===== Exercise data

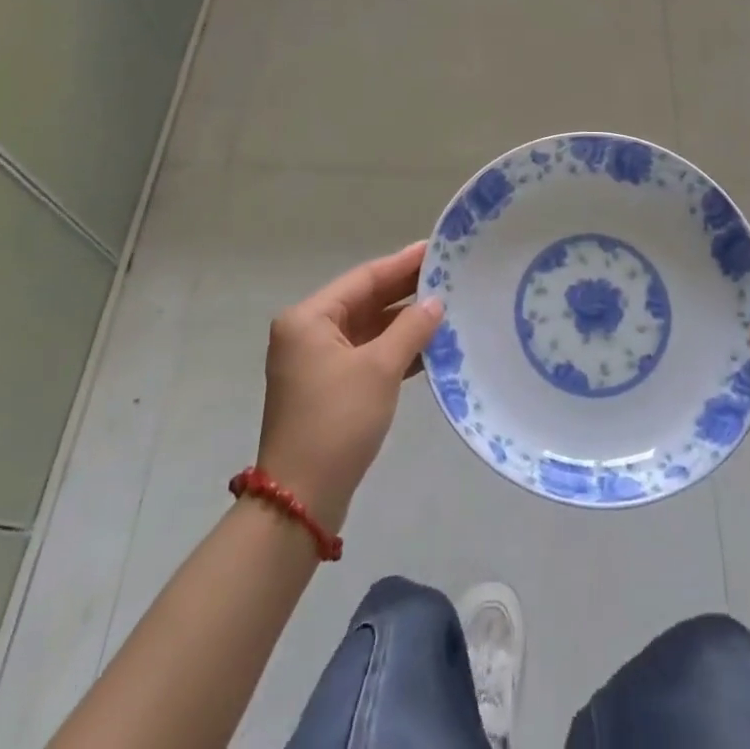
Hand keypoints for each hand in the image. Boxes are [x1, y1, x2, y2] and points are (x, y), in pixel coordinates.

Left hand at [255, 241, 443, 530]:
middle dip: (405, 291)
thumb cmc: (337, 421)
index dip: (402, 263)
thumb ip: (410, 328)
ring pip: (368, 329)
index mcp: (309, 318)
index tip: (436, 248)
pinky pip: (367, 354)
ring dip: (404, 322)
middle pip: (365, 301)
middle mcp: (308, 333)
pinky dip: (395, 349)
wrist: (301, 500)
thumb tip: (436, 302)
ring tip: (447, 306)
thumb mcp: (379, 369)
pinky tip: (430, 346)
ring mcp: (316, 362)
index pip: (364, 278)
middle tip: (448, 274)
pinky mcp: (329, 388)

==========

• [Description of the task]: Among the records above, find each line containing the string "thumb" and copy it.

• [Task solution]:
thumb cmc: (337, 421)
thumb ip: (410, 328)
thumb tip: (436, 302)
thumb mcp: (379, 369)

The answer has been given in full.